What is being asked — An exact copy of every record, without the pictures, is what should come back.

------------------------------------------------------------

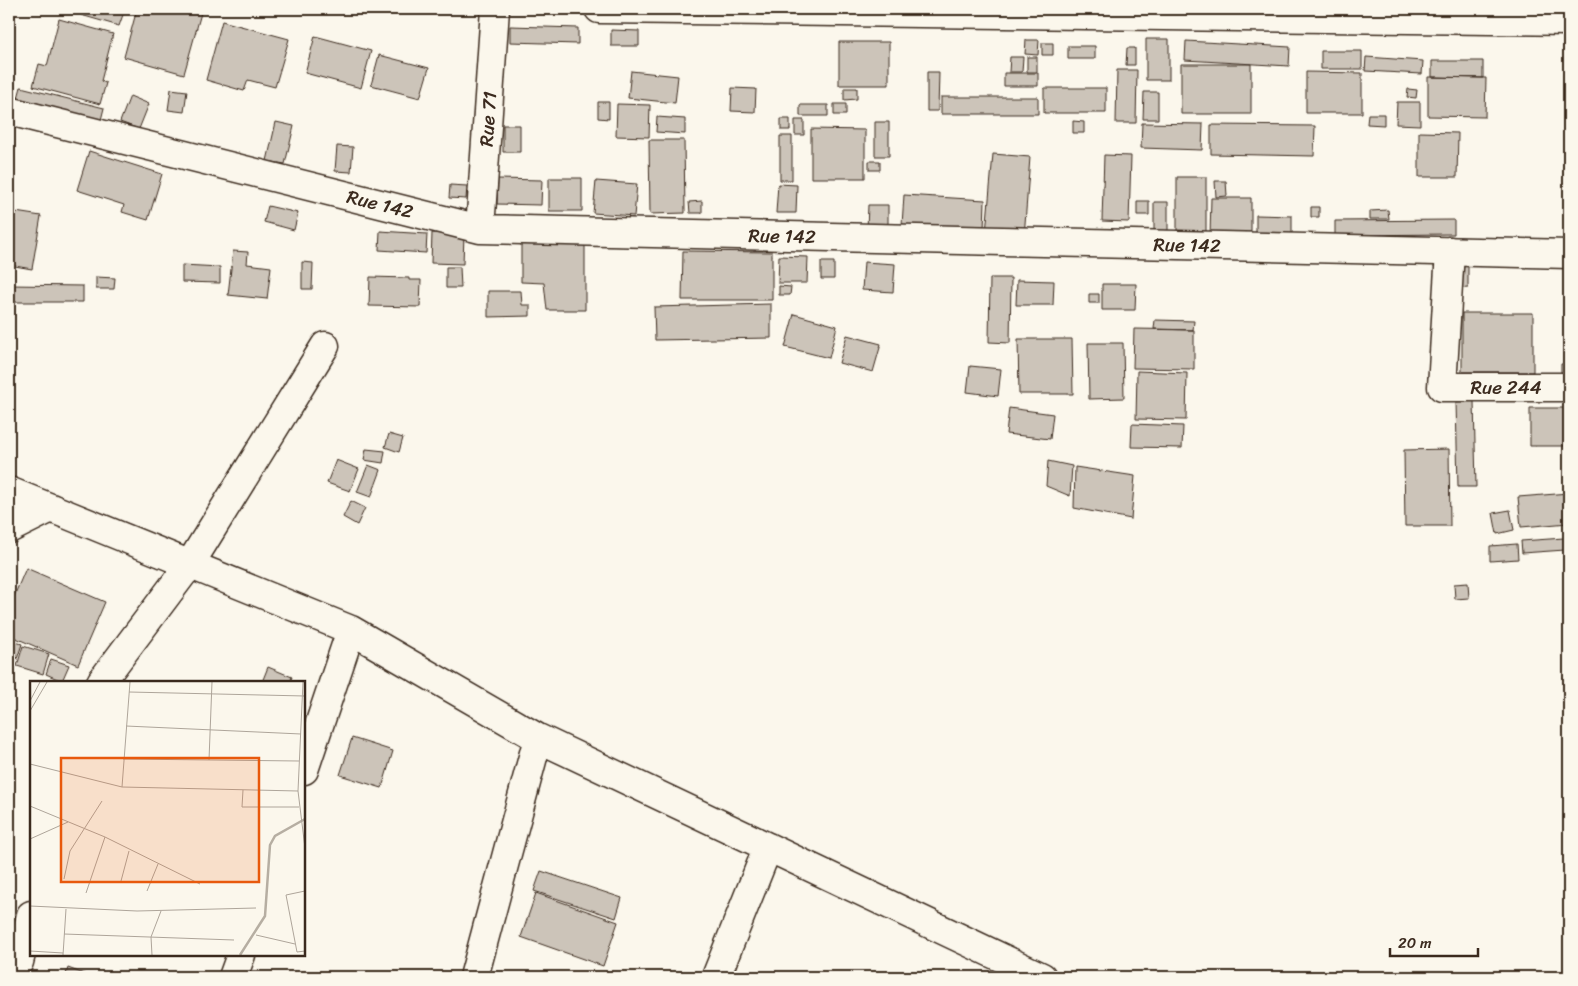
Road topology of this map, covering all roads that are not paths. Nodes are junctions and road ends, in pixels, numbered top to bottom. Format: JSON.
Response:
{"nodes":[{"id":1,"x":495,"y":9,"type":"edge"},
{"id":2,"x":599,"y":9,"type":"edge"},
{"id":3,"x":1180,"y":12,"type":"edge"},
{"id":4,"x":1569,"y":21,"type":"edge"},
{"id":5,"x":9,"y":111,"type":"edge"},
{"id":6,"x":480,"y":229,"type":"junction"},
{"id":7,"x":1450,"y":251,"type":"junction"},
{"id":8,"x":1569,"y":254,"type":"edge"},
{"id":9,"x":325,"y":346,"type":"dead end"},
{"id":10,"x":1569,"y":387,"type":"edge"},
{"id":11,"x":9,"y":490,"type":"edge"},
{"id":12,"x":51,"y":508,"type":"junction"},
{"id":13,"x":9,"y":529,"type":"edge"},
{"id":14,"x":190,"y":564,"type":"junction"},
{"id":15,"x":351,"y":630,"type":"junction"},
{"id":16,"x":102,"y":681,"type":"edge"},
{"id":17,"x":538,"y":738,"type":"junction"},
{"id":18,"x":305,"y":767,"type":"edge"},
{"id":19,"x":768,"y":847,"type":"junction"},
{"id":20,"x":30,"y":919,"type":"edge"},
{"id":21,"x":241,"y":956,"type":"edge"},
{"id":22,"x":19,"y":962,"type":"dead end"},
{"id":23,"x":233,"y":977,"type":"edge"},
{"id":24,"x":474,"y":977,"type":"edge"},
{"id":25,"x":716,"y":977,"type":"edge"},
{"id":26,"x":1042,"y":977,"type":"edge"}],
"edges":[{"from":1,"to":6,"type":"street","name":"Rue 71"},
{"from":2,"to":3,"type":"street"},
{"from":3,"to":4,"type":"street"},
{"from":5,"to":6,"type":"street","name":"Rue 142"},
{"from":6,"to":7,"type":"street","name":"Rue 142"},
{"from":7,"to":8,"type":"street","name":"Rue 142"},
{"from":7,"to":10,"type":"street","name":"Rue 244"},
{"from":9,"to":14,"type":"street"},
{"from":11,"to":12,"type":"street"},
{"from":12,"to":13,"type":"street"},
{"from":12,"to":14,"type":"street"},
{"from":14,"to":15,"type":"street"},
{"from":14,"to":16,"type":"street"},
{"from":15,"to":17,"type":"street"},
{"from":15,"to":18,"type":"street"},
{"from":17,"to":19,"type":"street"},
{"from":17,"to":24,"type":"street"},
{"from":19,"to":25,"type":"street"},
{"from":19,"to":26,"type":"street"},
{"from":20,"to":22,"type":"street"},
{"from":21,"to":23,"type":"street"}]}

------------------------------------------------------------

Solution for this task —
Road topology of this map, covering all roads that are not paths. Nodes are junctions and road ends, in pixels, numbered top to bottom. Format: JSON.
Response:
{"nodes":[{"id":1,"x":495,"y":9,"type":"edge"},
{"id":2,"x":599,"y":9,"type":"edge"},
{"id":3,"x":1180,"y":12,"type":"edge"},
{"id":4,"x":1569,"y":21,"type":"edge"},
{"id":5,"x":9,"y":111,"type":"edge"},
{"id":6,"x":480,"y":229,"type":"junction"},
{"id":7,"x":1450,"y":251,"type":"junction"},
{"id":8,"x":1569,"y":254,"type":"edge"},
{"id":9,"x":325,"y":346,"type":"dead end"},
{"id":10,"x":1569,"y":387,"type":"edge"},
{"id":11,"x":9,"y":490,"type":"edge"},
{"id":12,"x":51,"y":508,"type":"junction"},
{"id":13,"x":9,"y":529,"type":"edge"},
{"id":14,"x":190,"y":564,"type":"junction"},
{"id":15,"x":351,"y":630,"type":"junction"},
{"id":16,"x":102,"y":681,"type":"edge"},
{"id":17,"x":538,"y":738,"type":"junction"},
{"id":18,"x":305,"y":767,"type":"edge"},
{"id":19,"x":768,"y":847,"type":"junction"},
{"id":20,"x":30,"y":919,"type":"edge"},
{"id":21,"x":241,"y":956,"type":"edge"},
{"id":22,"x":19,"y":962,"type":"dead end"},
{"id":23,"x":233,"y":977,"type":"edge"},
{"id":24,"x":474,"y":977,"type":"edge"},
{"id":25,"x":716,"y":977,"type":"edge"},
{"id":26,"x":1042,"y":977,"type":"edge"}],
"edges":[{"from":1,"to":6,"type":"street","name":"Rue 71"},
{"from":2,"to":3,"type":"street"},
{"from":3,"to":4,"type":"street"},
{"from":5,"to":6,"type":"street","name":"Rue 142"},
{"from":6,"to":7,"type":"street","name":"Rue 142"},
{"from":7,"to":8,"type":"street","name":"Rue 142"},
{"from":7,"to":10,"type":"street","name":"Rue 244"},
{"from":9,"to":14,"type":"street"},
{"from":11,"to":12,"type":"street"},
{"from":12,"to":13,"type":"street"},
{"from":12,"to":14,"type":"street"},
{"from":14,"to":15,"type":"street"},
{"from":14,"to":16,"type":"street"},
{"from":15,"to":17,"type":"street"},
{"from":15,"to":18,"type":"street"},
{"from":17,"to":19,"type":"street"},
{"from":17,"to":24,"type":"street"},
{"from":19,"to":25,"type":"street"},
{"from":19,"to":26,"type":"street"},
{"from":20,"to":22,"type":"street"},
{"from":21,"to":23,"type":"street"}]}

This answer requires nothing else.